#### Task directions:
The lines below that include the word "Mayfield" are to be reported.

#### Data listing:
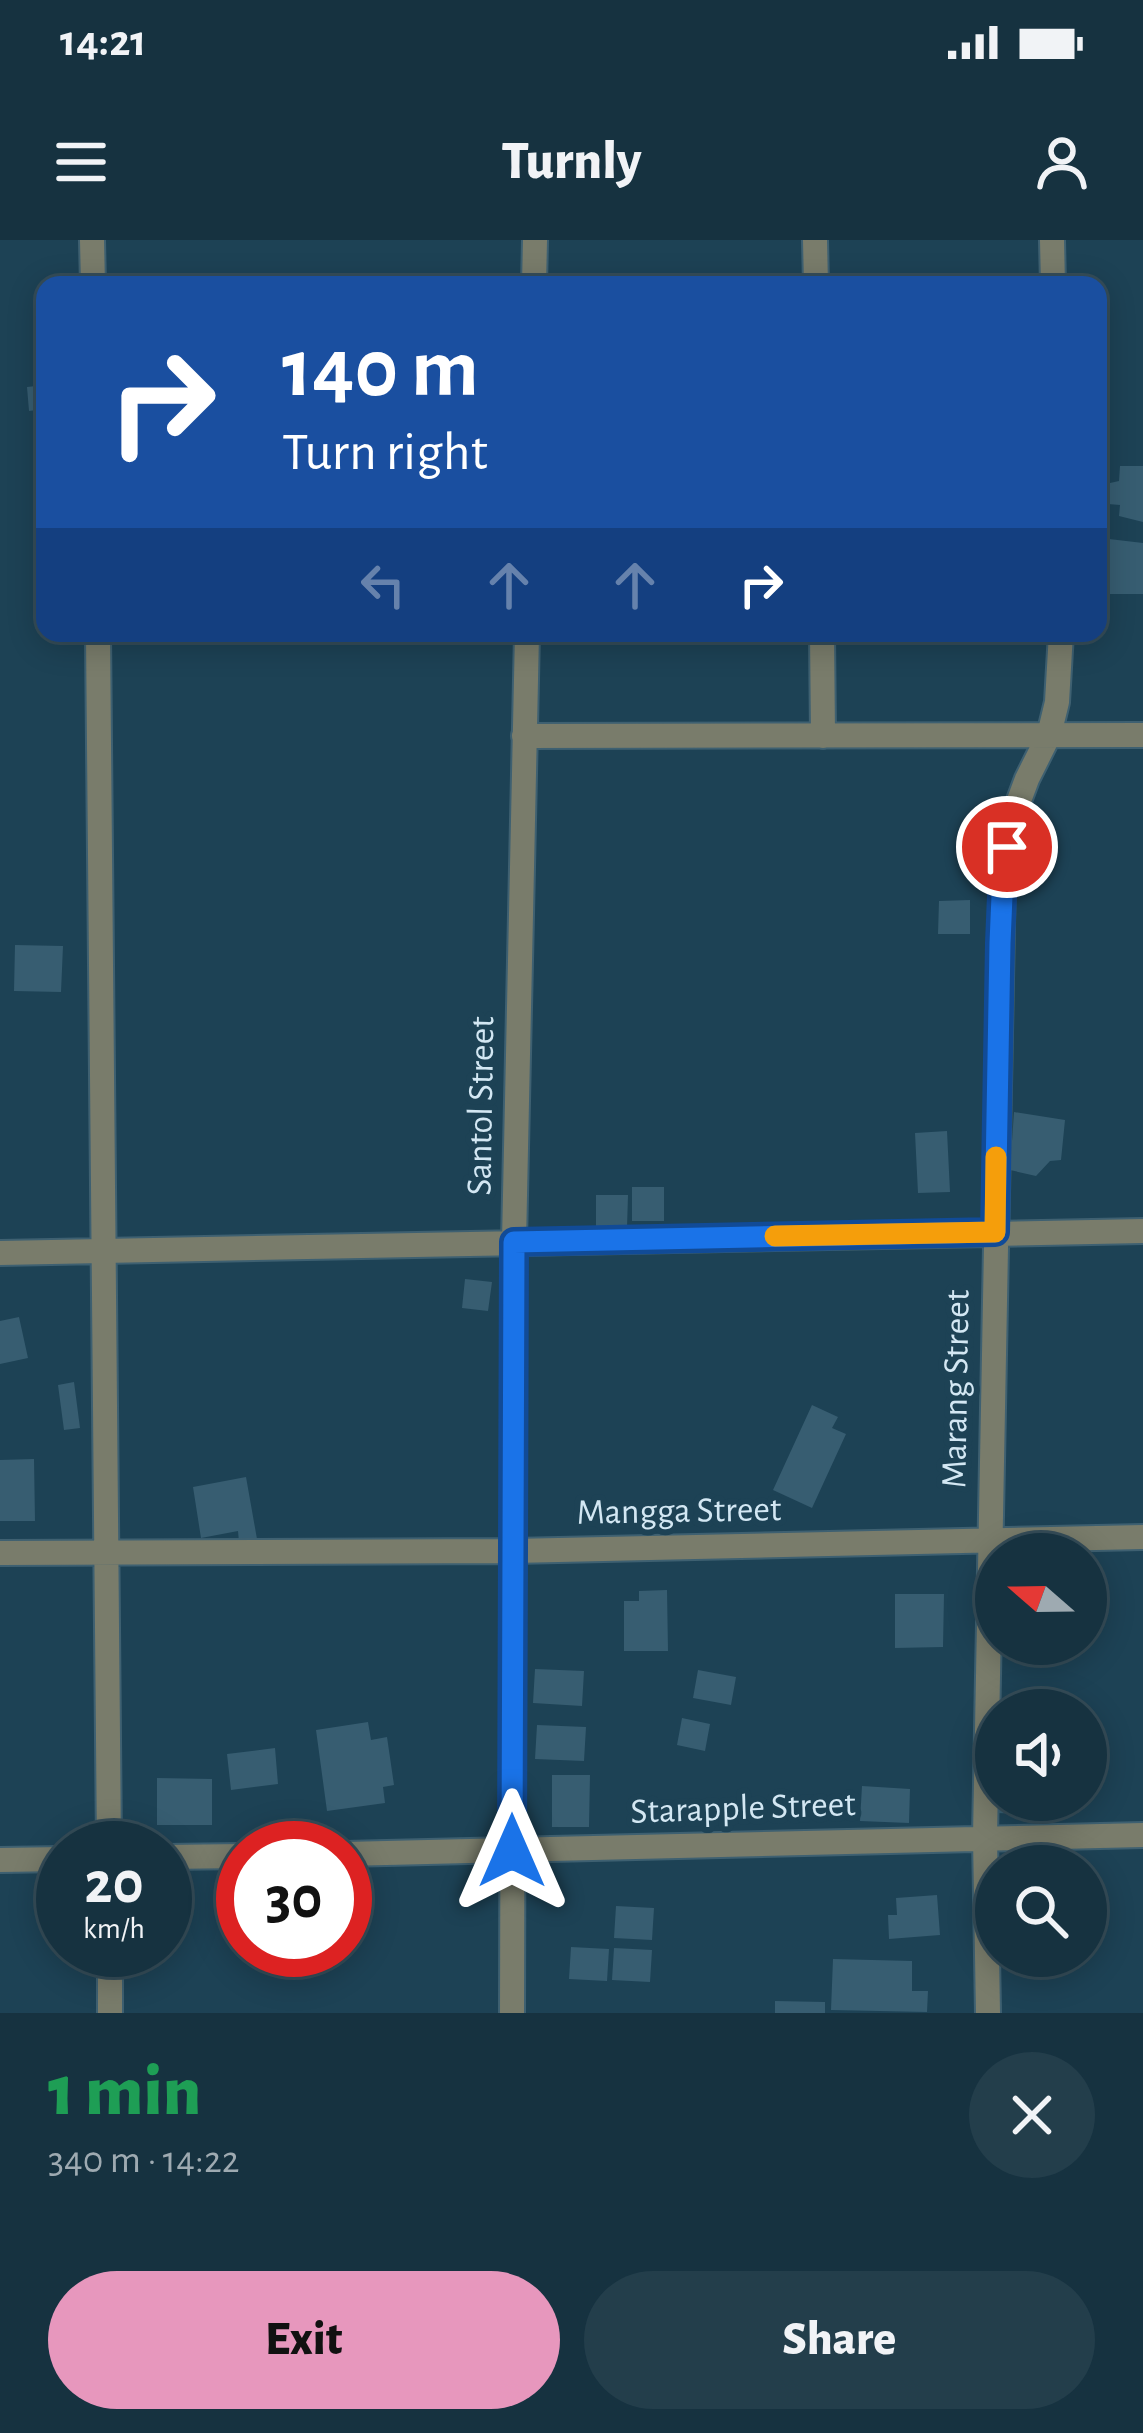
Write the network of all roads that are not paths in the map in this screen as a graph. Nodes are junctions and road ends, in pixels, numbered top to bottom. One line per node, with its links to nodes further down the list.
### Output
1 (92, 240): 5 (street)
2 (535, 240): 6 (street)
3 (815, 240): 7 (street)
4 (1052, 240): 8 (street)
5 (93, 276)
6 (534, 276)
7 (816, 276)
8 (1053, 276)
9 (98, 642): 20 (street)
10 (526, 642): 15 (street, Santol Street)
11 (822, 642): 16 (street)
12 (1060, 642): 13 (street, Marang Street)
13 (1049, 735): 14 (street); 16 (street); 18 (street, Marang Street)
14 (1143, 735)
15 (524, 736): 16 (street); 19 (street, Santol Street)
16 (823, 736)
17 (1143, 1231): 18 (street)
18 (995, 1232): 19 (street); 22 (street, Marang Street)
19 (514, 1242): 20 (street); 26 (street, Santol Street)
20 (105, 1251): 21 (street); 28 (street)
21 (0, 1253)
22 (989, 1533)
23 (1143, 1537): 24 (street, Mangga Street)
24 (1107, 1538)
25 (975, 1540): 26 (street, Mangga Street)
26 (513, 1551): 28 (street, Mangga Street); 33 (street, Santol Street)
27 (0, 1553): 28 (street, Mangga Street)
28 (107, 1553): 30 (street)
29 (987, 1665): 32 (street, Marang Street)
30 (109, 1821)
31 (1143, 1835): 32 (street, Starapple Street)
32 (985, 1837): 33 (street, Starapple Street); 40 (street, Marang Street)
33 (512, 1851): 34 (street, Starapple Street); 39 (street, Santol Street)
34 (372, 1854)
35 (36, 1859): 36 (street)
36 (0, 1860)
37 (110, 1977): 38 (street)
38 (110, 2013)
39 (512, 2013)
40 (988, 2013)

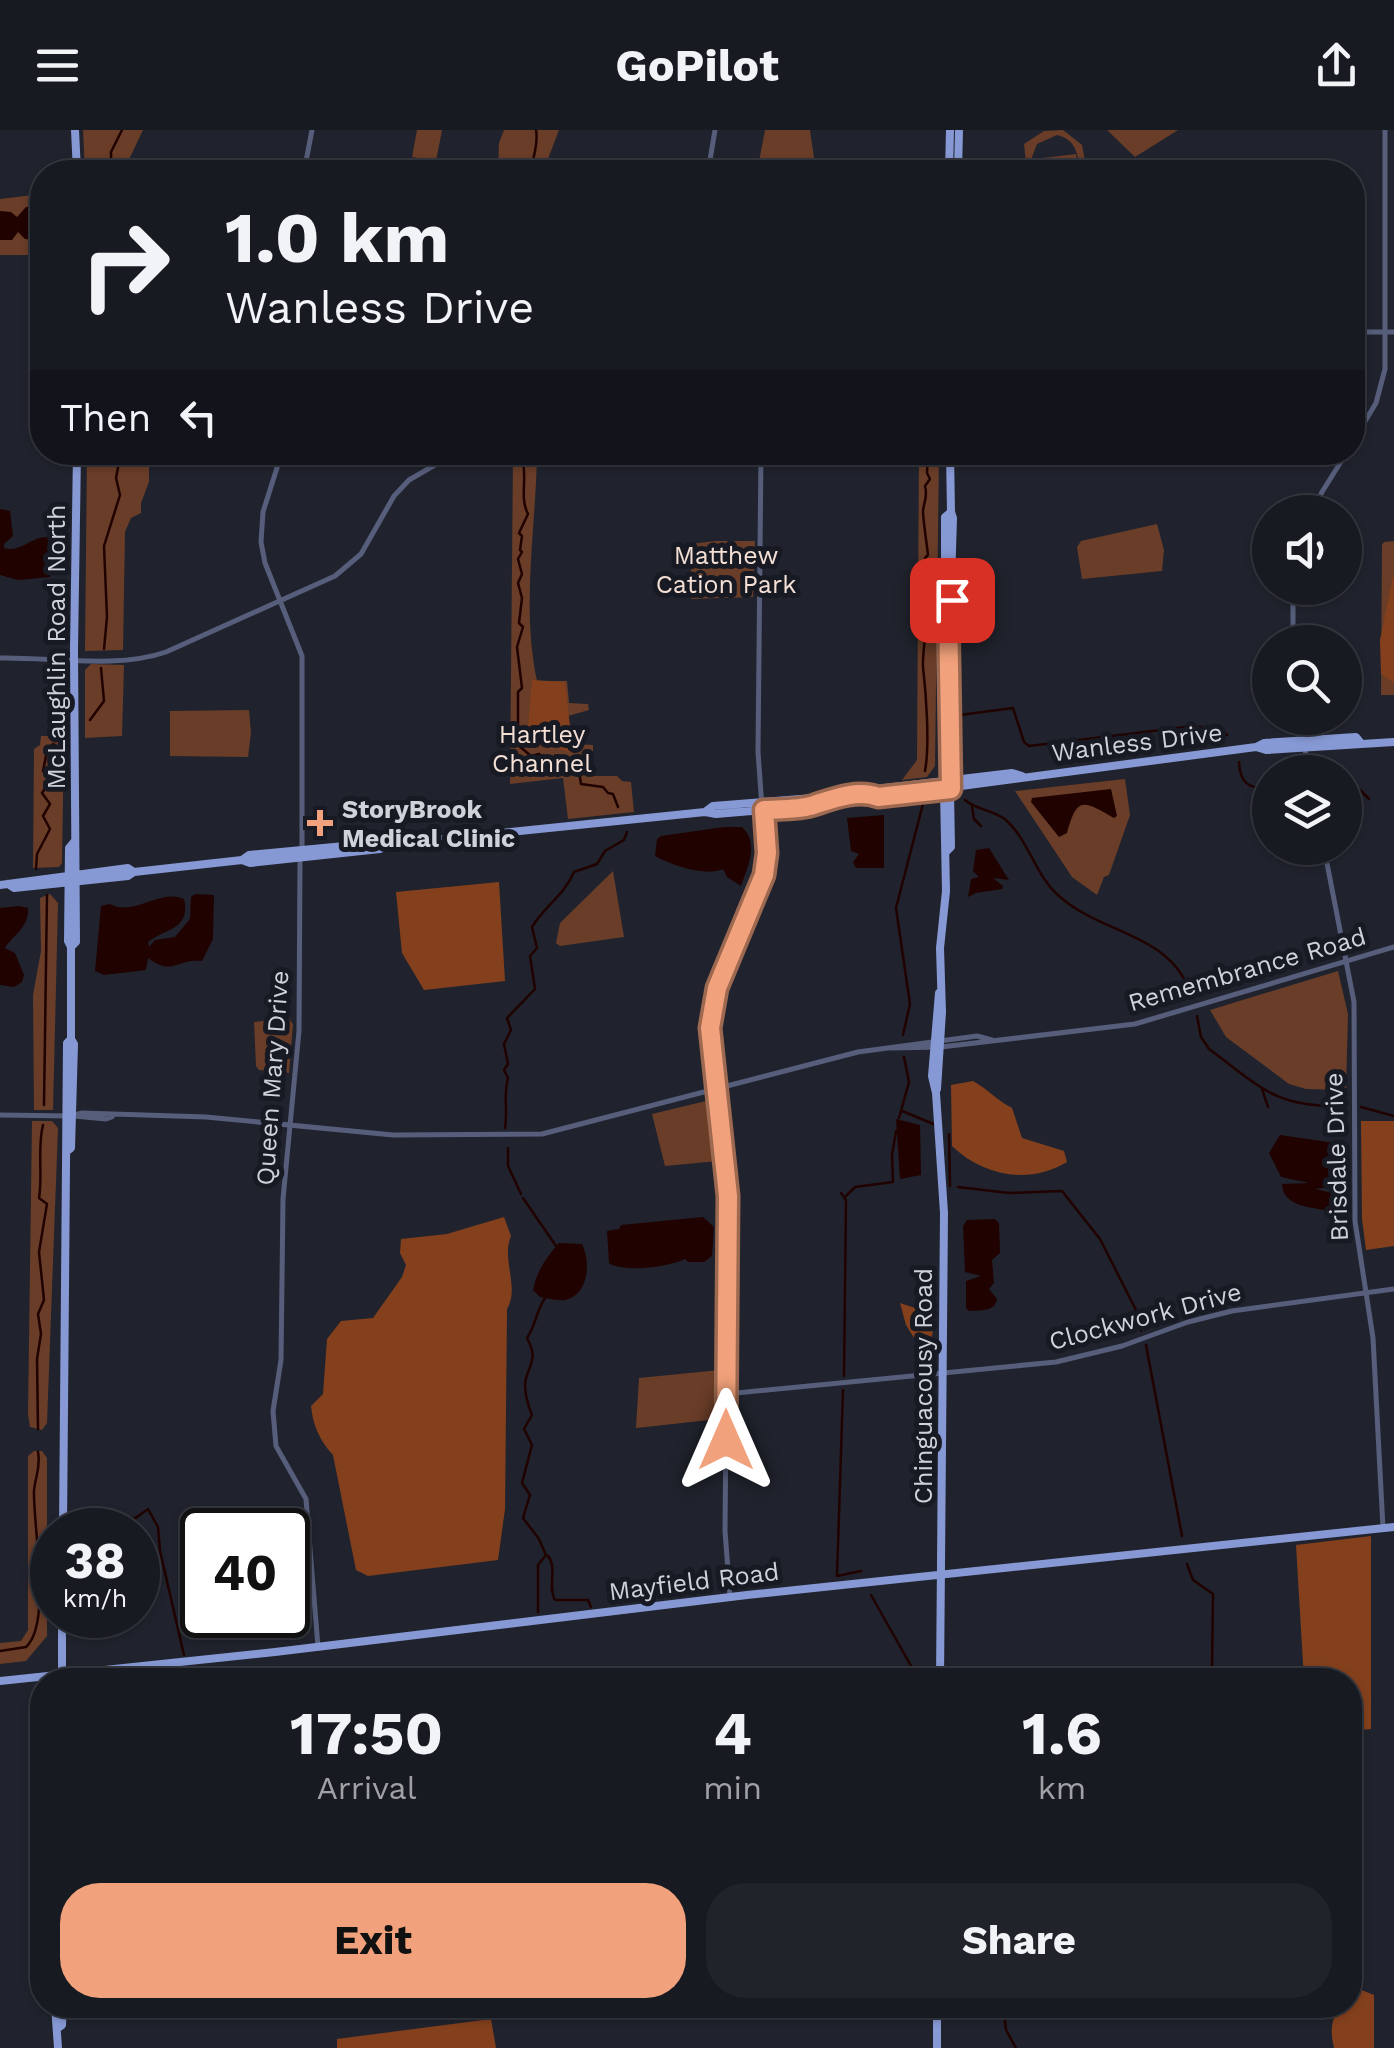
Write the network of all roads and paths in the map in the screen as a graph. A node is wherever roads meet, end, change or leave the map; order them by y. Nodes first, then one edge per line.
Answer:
1 (76, 130) edge
2 (312, 130) edge
3 (715, 130) edge
4 (950, 130) edge
5 (958, 130) edge
6 (1385, 130) edge
7 (76, 160) edge
8 (306, 160) edge
9 (710, 160) edge
10 (949, 160) edge
11 (958, 160) edge
12 (1365, 332) edge
13 (1385, 332) junction
14 (1394, 332) edge
15 (1365, 424) edge
16 (77, 465) edge
17 (278, 465) edge
18 (434, 465) edge
19 (761, 465) edge
20 (950, 465) edge
21 (1338, 465) edge
22 (1321, 495) edge
23 (282, 602) junction
24 (0, 658) edge
25 (74, 659) junction
26 (1303, 735) edge
27 (1394, 742) edge
28 (1304, 743) junction
29 (1306, 755) edge
30 (947, 785) junction
31 (763, 806) junction
32 (301, 854) junction
33 (1327, 865) edge
34 (73, 878) junction
35 (4, 884) edge
36 (1394, 947) edge
37 (1345, 961) junction
38 (937, 1044) junction
39 (718, 1088) junction
40 (0, 1115) edge
41 (68, 1116) junction
42 (290, 1125) junction
43 (1394, 1289) edge
44 (1365, 1292) junction
45 (943, 1373) junction
46 (726, 1394) junction
47 (64, 1508) edge
48 (1394, 1527) edge
49 (1383, 1528) junction
50 (942, 1574) junction
51 (730, 1597) junction
52 (62, 1638) edge
53 (318, 1647) junction
54 (62, 1668) edge
55 (145, 1668) edge
56 (940, 1668) edge
57 (30, 1680) edge
58 (0, 1681) edge
59 (61, 2018) edge
60 (937, 2018) edge
61 (58, 2048) edge
62 (937, 2048) edge

1 - 7 main road
2 - 8 street
3 - 9 street
4 - 10 main road
5 - 11 main road
6 - 13 street
12 - 13 street
13 - 14 street
13 - 15 street
16 - 25 main road, McLaughlin Road North
17 - 23 street, Queen Mary Drive
18 - 23 street
19 - 31 street
20 - 30 main road, Chinguacousy Road
21 - 22 street
23 - 25 street
23 - 32 street, Queen Mary Drive
24 - 25 street
25 - 34 main road, McLaughlin Road North
26 - 28 street
27 - 28 main road, Wanless Drive
28 - 29 street
28 - 30 main road, Wanless Drive
30 - 31 main road, Wanless Drive
30 - 38 main road, Chinguacousy Road
31 - 32 main road, Wanless Drive
31 - 39 street
32 - 34 main road, Wanless Drive
32 - 42 street, Queen Mary Drive
33 - 37 street, Brisdale Drive
34 - 35 main road, Wanless Drive
34 - 41 main road, McLaughlin Road North
36 - 37 street, Remembrance Road
37 - 38 street, Remembrance Road
37 - 44 street, Brisdale Drive
38 - 39 street, Remembrance Road
38 - 45 main road, Chinguacousy Road
39 - 42 street, Remembrance Road
39 - 46 street
40 - 41 street, Remembrance Road
41 - 42 street, Remembrance Road
41 - 47 main road, McLaughlin Road North
42 - 53 street, Queen Mary Drive
43 - 44 street, Clockwork Drive
44 - 45 street, Clockwork Drive
44 - 49 street, Brisdale Drive
45 - 46 street, Clockwork Drive
45 - 50 main road, Chinguacousy Road
46 - 51 street
48 - 49 main road, Mayfield Road
49 - 50 main road, Mayfield Road
50 - 51 main road, Mayfield Road
50 - 56 main road, Chinguacousy Road
51 - 53 main road, Mayfield Road
52 - 54 main road
53 - 55 main road, Mayfield Road
57 - 58 main road, Mayfield Road
59 - 61 main road
60 - 62 main road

#### Exercise answer:
48 - 49 main road, Mayfield Road
49 - 50 main road, Mayfield Road
50 - 51 main road, Mayfield Road
51 - 53 main road, Mayfield Road
53 - 55 main road, Mayfield Road
57 - 58 main road, Mayfield Road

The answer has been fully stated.